Each record, minus any picture, should be returned exactly as written.
..............................
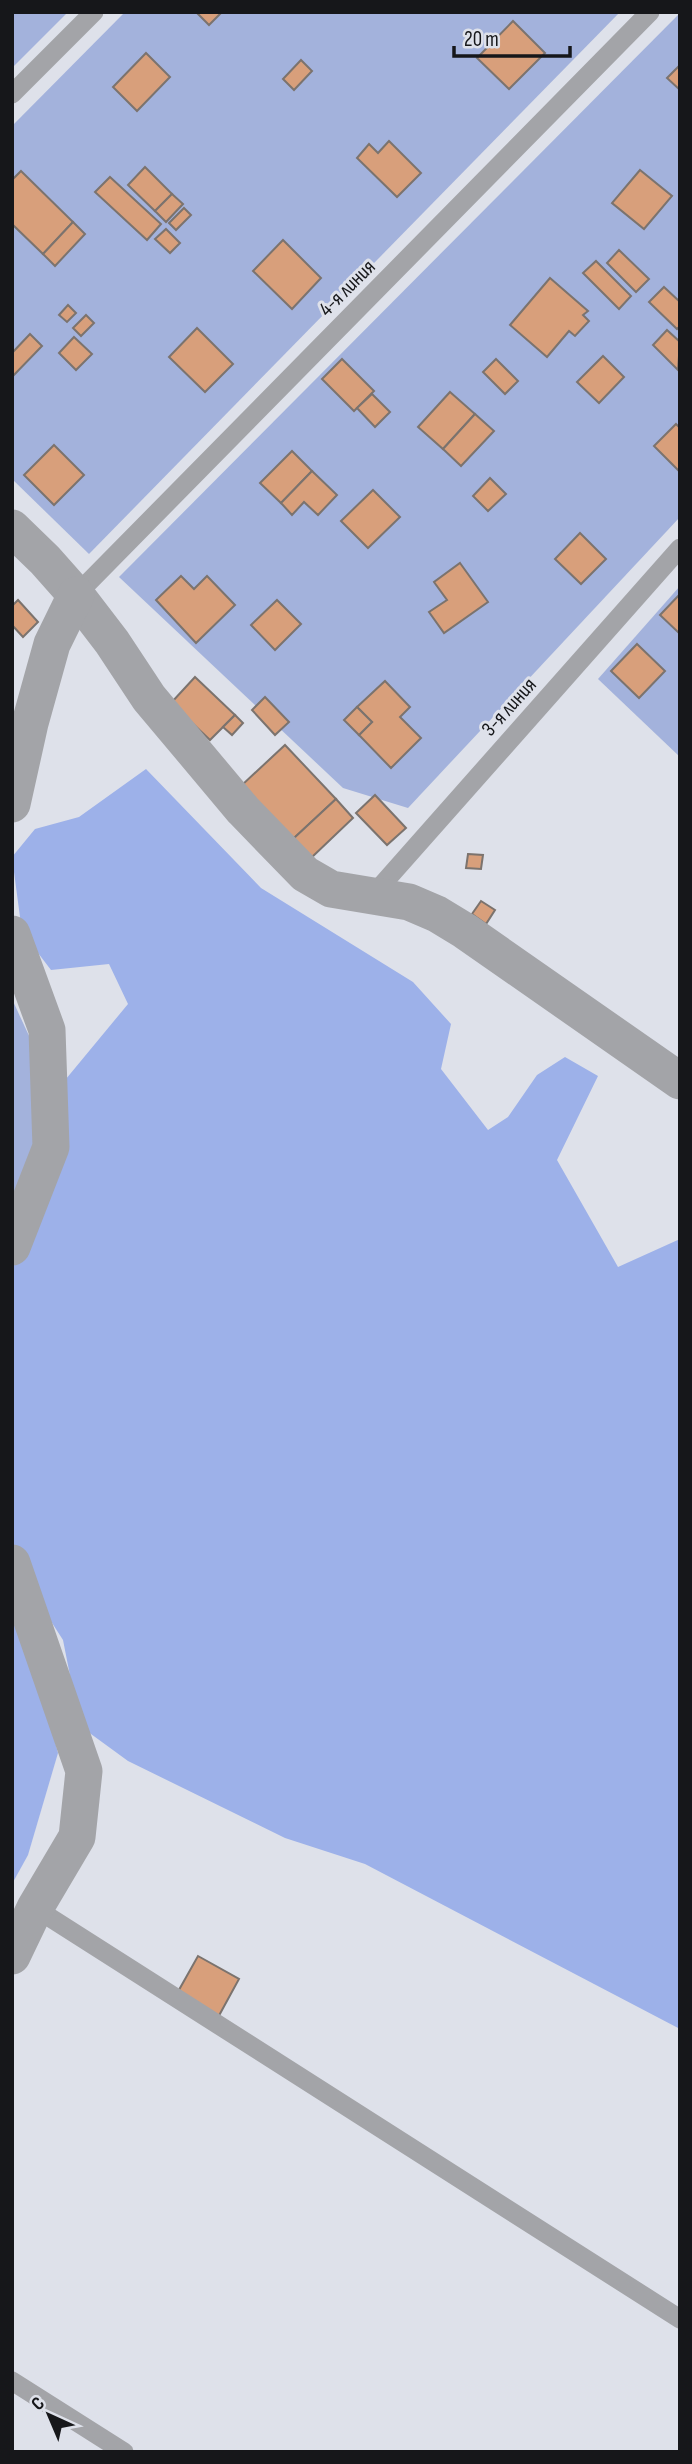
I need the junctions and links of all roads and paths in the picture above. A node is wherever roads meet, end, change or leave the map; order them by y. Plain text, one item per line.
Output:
1 (94, 12) edge
2 (650, 12) edge
3 (12, 94) edge
4 (12, 528) edge
5 (680, 548) edge
6 (76, 595) junction
7 (12, 804) edge
8 (372, 896) junction
9 (12, 934) edge
10 (680, 1082) edge
11 (12, 1247) edge
12 (12, 1563) edge
13 (35, 1908) junction
14 (12, 1956) edge
15 (680, 2319) edge
16 (12, 2381) edge
17 (124, 2452) edge

1 - 3 lane
2 - 6 lane, 4-я линия
4 - 6 street
5 - 8 lane, 3-я линия
6 - 7 street
6 - 8 street
8 - 10 street
9 - 11 street
12 - 13 street
13 - 14 street
13 - 15 lane
16 - 17 lane

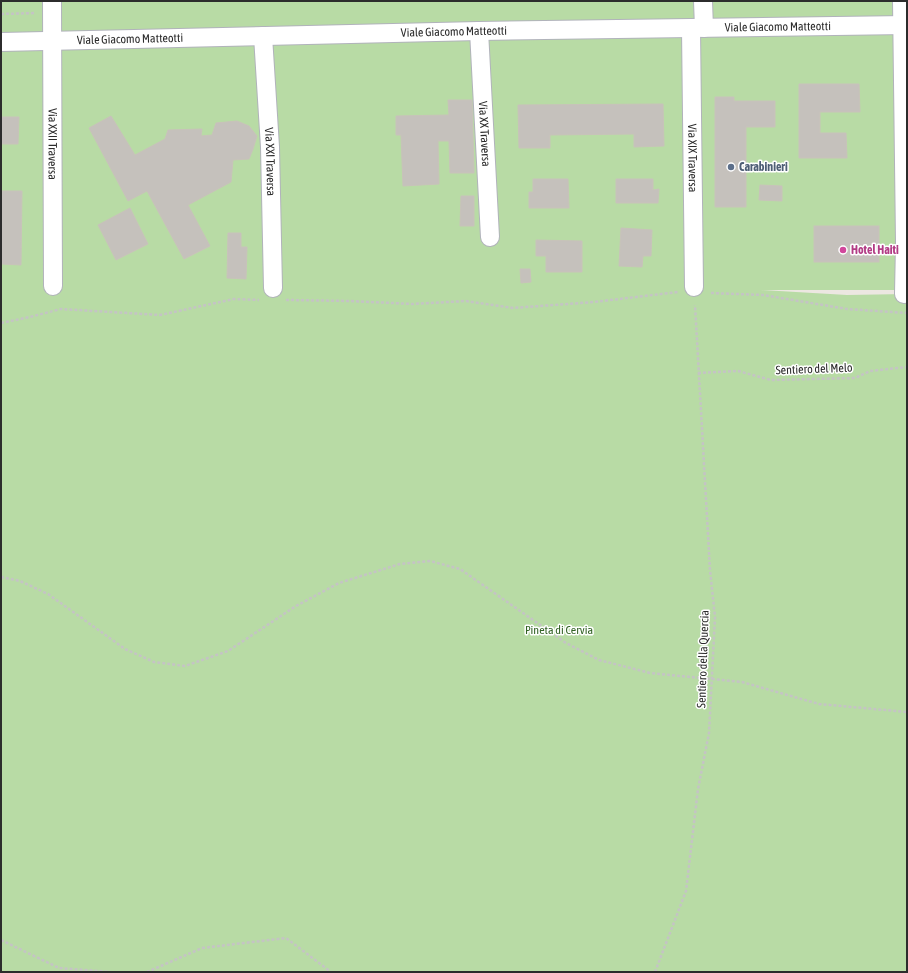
..............................
Exercise result:
I need the junctions and links of all roads and paths in the picture above. A node is wherever roads meet, end, change or leave the map; order them by y. Plain text, one item per line.
Output:
1 (94, 12) edge
2 (650, 12) edge
3 (12, 94) edge
4 (12, 528) edge
5 (680, 548) edge
6 (76, 595) junction
7 (12, 804) edge
8 (372, 896) junction
9 (12, 934) edge
10 (680, 1082) edge
11 (12, 1247) edge
12 (12, 1563) edge
13 (35, 1908) junction
14 (12, 1956) edge
15 (680, 2319) edge
16 (12, 2381) edge
17 (124, 2452) edge

1 - 3 lane
2 - 6 lane, 4-я линия
4 - 6 street
5 - 8 lane, 3-я линия
6 - 7 street
6 - 8 street
8 - 10 street
9 - 11 street
12 - 13 street
13 - 14 street
13 - 15 lane
16 - 17 lane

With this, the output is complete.